═══ Source records
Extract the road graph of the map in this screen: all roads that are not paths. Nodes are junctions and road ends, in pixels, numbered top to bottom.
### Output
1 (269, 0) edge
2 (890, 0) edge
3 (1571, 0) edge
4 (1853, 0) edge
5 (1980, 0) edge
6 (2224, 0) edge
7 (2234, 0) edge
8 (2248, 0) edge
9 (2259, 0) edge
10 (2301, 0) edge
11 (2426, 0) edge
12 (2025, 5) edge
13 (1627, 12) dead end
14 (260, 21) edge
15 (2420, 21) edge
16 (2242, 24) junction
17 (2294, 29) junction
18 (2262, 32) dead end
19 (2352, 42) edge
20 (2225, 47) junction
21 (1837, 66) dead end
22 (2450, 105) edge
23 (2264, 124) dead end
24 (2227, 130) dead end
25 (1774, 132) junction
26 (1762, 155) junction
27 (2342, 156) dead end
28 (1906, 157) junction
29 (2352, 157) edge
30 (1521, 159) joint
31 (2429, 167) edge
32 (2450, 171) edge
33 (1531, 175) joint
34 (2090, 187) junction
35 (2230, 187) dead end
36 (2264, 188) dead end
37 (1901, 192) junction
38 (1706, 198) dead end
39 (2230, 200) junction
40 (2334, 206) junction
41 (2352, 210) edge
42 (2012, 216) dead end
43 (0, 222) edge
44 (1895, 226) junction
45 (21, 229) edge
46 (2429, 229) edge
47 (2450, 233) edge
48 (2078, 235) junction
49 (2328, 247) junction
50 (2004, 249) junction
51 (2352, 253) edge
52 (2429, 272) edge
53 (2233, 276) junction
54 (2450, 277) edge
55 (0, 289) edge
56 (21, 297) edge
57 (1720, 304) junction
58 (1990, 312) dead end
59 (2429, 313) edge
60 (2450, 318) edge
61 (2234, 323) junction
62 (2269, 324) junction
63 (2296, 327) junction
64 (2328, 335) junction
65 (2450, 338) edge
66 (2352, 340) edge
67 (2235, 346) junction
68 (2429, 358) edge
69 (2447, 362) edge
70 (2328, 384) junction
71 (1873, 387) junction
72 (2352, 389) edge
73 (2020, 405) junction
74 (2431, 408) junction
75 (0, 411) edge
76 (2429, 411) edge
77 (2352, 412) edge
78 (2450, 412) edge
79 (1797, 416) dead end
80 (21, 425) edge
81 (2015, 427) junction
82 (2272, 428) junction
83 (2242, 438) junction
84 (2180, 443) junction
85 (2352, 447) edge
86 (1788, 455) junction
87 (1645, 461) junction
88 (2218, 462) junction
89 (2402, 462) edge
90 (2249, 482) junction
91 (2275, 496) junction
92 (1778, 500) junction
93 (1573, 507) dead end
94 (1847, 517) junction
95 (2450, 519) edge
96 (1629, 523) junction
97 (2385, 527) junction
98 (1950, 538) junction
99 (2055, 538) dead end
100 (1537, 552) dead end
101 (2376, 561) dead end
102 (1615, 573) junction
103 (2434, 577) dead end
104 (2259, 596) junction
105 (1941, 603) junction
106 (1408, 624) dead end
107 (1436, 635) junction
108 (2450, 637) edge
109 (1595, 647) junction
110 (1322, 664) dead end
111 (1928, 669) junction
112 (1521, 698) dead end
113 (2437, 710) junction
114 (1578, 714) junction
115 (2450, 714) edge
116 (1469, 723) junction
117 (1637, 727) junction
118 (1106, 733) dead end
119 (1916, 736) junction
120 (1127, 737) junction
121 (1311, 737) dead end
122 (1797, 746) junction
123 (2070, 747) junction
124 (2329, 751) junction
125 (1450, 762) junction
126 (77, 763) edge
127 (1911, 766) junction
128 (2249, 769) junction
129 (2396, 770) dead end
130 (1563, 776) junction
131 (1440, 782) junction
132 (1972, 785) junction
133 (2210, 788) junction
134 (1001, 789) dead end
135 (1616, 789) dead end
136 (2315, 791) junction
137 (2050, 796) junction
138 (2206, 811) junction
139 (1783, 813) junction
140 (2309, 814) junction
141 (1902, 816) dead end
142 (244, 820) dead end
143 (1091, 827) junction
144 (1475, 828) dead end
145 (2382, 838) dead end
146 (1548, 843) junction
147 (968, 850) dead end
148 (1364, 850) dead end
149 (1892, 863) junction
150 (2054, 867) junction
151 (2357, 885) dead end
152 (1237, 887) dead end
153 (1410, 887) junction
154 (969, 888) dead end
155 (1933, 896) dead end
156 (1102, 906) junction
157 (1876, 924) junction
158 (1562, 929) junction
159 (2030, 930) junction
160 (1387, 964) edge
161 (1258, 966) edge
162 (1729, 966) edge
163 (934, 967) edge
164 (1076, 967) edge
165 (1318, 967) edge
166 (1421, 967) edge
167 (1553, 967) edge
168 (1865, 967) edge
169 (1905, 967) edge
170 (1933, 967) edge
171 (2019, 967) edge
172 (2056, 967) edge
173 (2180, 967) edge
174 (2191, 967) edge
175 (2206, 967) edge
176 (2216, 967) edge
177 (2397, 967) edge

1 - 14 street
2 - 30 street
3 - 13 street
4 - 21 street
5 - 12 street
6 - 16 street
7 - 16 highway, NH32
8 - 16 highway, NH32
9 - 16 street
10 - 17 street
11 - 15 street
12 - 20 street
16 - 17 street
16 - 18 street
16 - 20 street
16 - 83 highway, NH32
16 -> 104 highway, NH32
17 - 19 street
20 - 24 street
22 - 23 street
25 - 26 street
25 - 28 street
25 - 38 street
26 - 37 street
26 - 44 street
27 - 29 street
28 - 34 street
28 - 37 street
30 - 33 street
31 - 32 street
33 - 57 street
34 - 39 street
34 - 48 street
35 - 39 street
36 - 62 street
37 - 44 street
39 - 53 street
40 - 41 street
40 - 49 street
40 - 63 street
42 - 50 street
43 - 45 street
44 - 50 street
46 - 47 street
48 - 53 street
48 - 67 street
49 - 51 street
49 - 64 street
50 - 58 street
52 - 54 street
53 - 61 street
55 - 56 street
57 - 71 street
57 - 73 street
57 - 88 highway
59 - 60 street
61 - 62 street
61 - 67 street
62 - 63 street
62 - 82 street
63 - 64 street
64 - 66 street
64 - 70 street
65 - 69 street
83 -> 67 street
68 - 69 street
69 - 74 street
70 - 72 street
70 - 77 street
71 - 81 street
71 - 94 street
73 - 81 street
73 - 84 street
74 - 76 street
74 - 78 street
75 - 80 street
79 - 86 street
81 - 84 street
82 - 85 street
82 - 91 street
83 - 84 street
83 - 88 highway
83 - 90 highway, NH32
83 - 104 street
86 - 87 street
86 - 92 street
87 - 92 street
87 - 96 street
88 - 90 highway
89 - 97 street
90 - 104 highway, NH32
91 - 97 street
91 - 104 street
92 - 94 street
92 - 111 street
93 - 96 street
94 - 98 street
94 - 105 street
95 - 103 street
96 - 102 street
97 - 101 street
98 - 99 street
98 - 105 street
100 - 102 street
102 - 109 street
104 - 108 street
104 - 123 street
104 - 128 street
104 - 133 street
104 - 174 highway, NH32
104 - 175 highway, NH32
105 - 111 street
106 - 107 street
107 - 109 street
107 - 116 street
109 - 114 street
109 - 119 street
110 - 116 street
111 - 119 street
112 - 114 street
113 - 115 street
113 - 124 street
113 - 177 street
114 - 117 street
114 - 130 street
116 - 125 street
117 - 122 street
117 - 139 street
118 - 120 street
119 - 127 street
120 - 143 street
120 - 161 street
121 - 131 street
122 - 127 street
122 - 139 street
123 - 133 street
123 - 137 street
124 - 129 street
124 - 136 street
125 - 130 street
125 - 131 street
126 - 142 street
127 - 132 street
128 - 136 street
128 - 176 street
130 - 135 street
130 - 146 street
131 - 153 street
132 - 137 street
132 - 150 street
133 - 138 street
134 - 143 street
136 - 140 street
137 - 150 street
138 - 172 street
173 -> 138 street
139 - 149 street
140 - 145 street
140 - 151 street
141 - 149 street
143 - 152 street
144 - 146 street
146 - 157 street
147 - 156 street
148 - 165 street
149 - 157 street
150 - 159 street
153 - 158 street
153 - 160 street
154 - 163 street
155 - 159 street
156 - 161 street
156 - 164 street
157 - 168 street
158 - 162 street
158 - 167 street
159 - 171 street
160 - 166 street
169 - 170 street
══════
▸ **Exercise objective**: Looking over the entries above, how many lines contain the string "highway"? State the number and nothing else.

▸ **Expected answer**: 11